Abbas a appelé Israël à libérer le dernier des quatre groupes de prisonniers palestiniens qu’il a accepté de libérer pendant la dernière ronde de négociations de paix menée par les Etats-Unis en 2014.

Israël a refusé de libérer le dernier groupe alors que les pourparlers se dirigeaient vers un échec cette année-là, et conteste le fait qu’il ait jamais accepté de libérer les Arabes israéliens, notant que l’accord global des libérations a été convenu dans le cadre d’un effort pour faciliter les négociations, et a blâmé l’Autorité palestinienne pour l’échec de ces pourparlers.

Abbas a réitéré son refus de longue date d’accéder à la demande d’Israël qui exige qu’il reconnaisse Israël comme un Etat-nation juif.

« Nous avons reconnu l’Etat d’Israël en 1993 », a-t-il dit. « Et vous n’avez pas demandé à l’Egypte et à la Jordanie à vous reconnaître comme un Etat juif.

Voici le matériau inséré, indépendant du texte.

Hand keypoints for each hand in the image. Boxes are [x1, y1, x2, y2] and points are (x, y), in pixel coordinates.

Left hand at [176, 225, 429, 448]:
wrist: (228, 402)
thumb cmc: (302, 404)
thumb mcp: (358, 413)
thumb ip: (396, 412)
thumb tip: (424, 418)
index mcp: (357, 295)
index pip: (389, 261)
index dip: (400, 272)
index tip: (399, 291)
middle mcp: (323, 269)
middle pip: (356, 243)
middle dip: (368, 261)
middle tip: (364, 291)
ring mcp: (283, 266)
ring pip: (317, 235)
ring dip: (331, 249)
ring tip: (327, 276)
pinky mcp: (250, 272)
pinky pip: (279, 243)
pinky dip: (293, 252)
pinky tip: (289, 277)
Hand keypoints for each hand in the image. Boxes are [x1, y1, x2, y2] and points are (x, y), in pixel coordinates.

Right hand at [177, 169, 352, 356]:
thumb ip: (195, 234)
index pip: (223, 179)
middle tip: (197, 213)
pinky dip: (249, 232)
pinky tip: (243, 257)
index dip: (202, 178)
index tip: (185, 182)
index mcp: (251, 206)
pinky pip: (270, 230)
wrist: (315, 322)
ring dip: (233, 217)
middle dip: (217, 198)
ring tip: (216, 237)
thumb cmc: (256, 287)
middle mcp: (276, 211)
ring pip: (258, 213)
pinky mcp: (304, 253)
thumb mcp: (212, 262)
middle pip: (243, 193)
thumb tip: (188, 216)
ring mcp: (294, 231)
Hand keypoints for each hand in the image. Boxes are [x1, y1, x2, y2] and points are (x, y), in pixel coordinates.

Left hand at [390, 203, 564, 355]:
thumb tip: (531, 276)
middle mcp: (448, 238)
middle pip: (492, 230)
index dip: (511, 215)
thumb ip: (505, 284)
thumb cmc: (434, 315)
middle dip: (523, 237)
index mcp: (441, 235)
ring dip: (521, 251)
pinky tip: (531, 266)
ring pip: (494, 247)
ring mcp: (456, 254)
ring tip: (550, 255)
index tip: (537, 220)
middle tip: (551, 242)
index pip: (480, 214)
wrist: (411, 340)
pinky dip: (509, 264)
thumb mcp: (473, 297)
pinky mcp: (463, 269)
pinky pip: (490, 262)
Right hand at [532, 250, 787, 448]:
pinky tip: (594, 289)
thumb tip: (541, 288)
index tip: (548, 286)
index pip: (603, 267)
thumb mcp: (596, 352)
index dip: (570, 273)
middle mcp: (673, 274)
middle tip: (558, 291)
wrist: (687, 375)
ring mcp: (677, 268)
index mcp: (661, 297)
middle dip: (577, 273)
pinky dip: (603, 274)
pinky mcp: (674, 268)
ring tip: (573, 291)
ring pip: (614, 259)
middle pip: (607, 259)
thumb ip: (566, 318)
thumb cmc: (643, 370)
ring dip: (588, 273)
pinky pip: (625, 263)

Si vous voulez, Netanyahu peut aller à l’ONU et l’ONU le reconnaîtra avec n’importe quelle définition qu’il veut ».

Abbas a souligné que l’AP continuera sa coordination sécuritaire avec Israël, en disant : « jusqu’à cette minute, je n’ai pas changé ma position sur cette question ».

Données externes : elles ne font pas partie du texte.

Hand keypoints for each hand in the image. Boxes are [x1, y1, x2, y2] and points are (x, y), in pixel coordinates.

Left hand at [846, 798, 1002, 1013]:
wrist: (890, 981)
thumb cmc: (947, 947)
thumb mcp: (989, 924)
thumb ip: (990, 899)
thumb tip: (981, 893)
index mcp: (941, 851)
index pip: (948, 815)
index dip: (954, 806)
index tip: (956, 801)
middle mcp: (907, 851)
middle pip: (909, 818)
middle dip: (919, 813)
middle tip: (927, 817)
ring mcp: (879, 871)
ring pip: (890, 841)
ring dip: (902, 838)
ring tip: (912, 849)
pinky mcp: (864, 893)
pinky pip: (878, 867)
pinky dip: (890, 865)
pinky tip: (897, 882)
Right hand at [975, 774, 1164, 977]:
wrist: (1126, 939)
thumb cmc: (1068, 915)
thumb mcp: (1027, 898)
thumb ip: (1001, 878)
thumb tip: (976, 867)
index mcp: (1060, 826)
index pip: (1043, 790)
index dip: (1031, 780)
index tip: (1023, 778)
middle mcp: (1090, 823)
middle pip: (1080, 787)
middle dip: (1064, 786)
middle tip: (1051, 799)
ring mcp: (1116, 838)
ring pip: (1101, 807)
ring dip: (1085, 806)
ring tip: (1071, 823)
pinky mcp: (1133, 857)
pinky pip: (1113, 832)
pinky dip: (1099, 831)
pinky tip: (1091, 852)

Interrogé sur l’incitation à la violence des responsables de l’Autorité palestinienne, qui selon Netanyahu et les ministres ont réclamé attise la récente vague d’attaques terroristes en Israël et en Cisjordanie, Abbas a nié que l’Autorité palestinienne ne s’est pas engagée dans l’incitation à la violence et a invité un interlocuteur américain à venir régler la question.

Il a dit qu’il était « prêt à tout moment » à reconvoquer un comité mixte israélo-palestinien-américain qui a examiné la question dans le passé.

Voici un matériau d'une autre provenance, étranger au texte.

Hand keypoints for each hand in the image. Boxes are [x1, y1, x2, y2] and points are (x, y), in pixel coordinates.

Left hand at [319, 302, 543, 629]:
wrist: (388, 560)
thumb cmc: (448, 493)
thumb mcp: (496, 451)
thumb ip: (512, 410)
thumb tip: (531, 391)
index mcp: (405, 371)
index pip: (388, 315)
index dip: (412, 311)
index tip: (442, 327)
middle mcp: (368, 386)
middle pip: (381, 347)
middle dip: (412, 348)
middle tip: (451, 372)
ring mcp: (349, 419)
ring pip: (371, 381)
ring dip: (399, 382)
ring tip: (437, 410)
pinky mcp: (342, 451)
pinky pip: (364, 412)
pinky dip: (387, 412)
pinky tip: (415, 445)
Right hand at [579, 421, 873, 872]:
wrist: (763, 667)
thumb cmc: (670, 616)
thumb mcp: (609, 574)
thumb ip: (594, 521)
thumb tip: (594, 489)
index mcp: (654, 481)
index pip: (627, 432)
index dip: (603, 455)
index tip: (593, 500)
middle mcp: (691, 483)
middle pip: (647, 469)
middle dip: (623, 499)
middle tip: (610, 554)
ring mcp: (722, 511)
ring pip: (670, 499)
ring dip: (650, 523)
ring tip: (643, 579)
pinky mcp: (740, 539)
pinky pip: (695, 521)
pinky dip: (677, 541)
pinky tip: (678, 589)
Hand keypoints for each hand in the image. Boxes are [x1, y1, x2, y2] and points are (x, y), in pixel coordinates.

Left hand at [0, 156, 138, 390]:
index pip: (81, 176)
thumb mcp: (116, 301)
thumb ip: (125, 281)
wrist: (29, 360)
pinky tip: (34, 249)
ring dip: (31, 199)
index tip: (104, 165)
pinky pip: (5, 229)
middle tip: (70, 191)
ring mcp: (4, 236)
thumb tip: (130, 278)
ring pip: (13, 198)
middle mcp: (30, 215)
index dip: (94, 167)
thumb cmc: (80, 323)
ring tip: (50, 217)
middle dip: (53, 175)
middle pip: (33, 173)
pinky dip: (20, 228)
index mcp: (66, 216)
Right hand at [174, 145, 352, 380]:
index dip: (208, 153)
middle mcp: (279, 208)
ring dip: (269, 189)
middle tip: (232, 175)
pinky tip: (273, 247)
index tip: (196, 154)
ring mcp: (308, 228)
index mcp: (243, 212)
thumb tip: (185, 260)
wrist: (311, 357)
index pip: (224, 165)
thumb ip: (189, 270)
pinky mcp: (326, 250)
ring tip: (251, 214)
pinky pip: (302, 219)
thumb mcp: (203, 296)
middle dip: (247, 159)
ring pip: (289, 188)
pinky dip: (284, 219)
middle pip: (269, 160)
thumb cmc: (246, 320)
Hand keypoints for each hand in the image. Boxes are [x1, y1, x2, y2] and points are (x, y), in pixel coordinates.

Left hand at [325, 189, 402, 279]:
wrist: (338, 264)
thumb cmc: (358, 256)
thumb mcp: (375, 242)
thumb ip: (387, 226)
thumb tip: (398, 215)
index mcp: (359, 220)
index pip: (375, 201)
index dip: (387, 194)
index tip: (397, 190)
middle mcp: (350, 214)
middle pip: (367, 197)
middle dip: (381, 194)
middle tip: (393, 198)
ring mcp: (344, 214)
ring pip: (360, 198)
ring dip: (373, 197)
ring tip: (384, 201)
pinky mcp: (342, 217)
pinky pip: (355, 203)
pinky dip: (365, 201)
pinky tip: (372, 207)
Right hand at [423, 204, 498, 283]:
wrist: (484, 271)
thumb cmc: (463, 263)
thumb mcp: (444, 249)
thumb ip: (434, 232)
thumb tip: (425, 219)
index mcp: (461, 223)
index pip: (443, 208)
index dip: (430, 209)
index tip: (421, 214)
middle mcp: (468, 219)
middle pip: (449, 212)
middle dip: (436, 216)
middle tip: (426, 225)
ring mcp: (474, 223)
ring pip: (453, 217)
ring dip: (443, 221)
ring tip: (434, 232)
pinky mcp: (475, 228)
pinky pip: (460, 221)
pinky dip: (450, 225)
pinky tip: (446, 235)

« Nous sommes prêts à accepter toute suggestion faite par le représentant américain à ce comité »,a-t-il promis.

Les journalistes israéliens ont insisté auprès d’Abbas et lui ont souligné son absence de condamnation de l’assassinat des Israéliens dans la vague actuelle d’attaques au couteau, à la voiture-béliers et de fusillade. le leader palestinien a déclaré qu’il était opposé à l’effusion de sang de tous les côtés, peu importe l’auteur.

« Toute effusion de sang – musulmane, juive ou chrétienne – est haram », ou interdite par la loi musulmane, a’t-il affirmé.

Lorsqu’on lui a demandé pourquoi l’AP payait des prestations et des salaires aux Palestiniens qui prenaient part à des attaques terroristes, et aux familles des terroristes [shahid], il a suggéré que ce qui les motivait était plus une préoccupation pour le bien-être des familles, non pas pour soutenir la violence.

« Si l’Autorité palestinienne arrête un espion qui espionne pour Israël et décide de l’exécuter, il paiera sa femme et ses enfants un salaire, parce que c’est la tradition et la coutume parmi les Palestiniens », a expliqué Abbas.

Interrogé sur un éventuel héritier à son règne, le leader palestinien, octogénaire, a répondu : « Tout comme les institutions palestiniennes ont choisi un héritier à [Yasser] Arafat », elles choisiront son héritier en cas de son décès ou démission.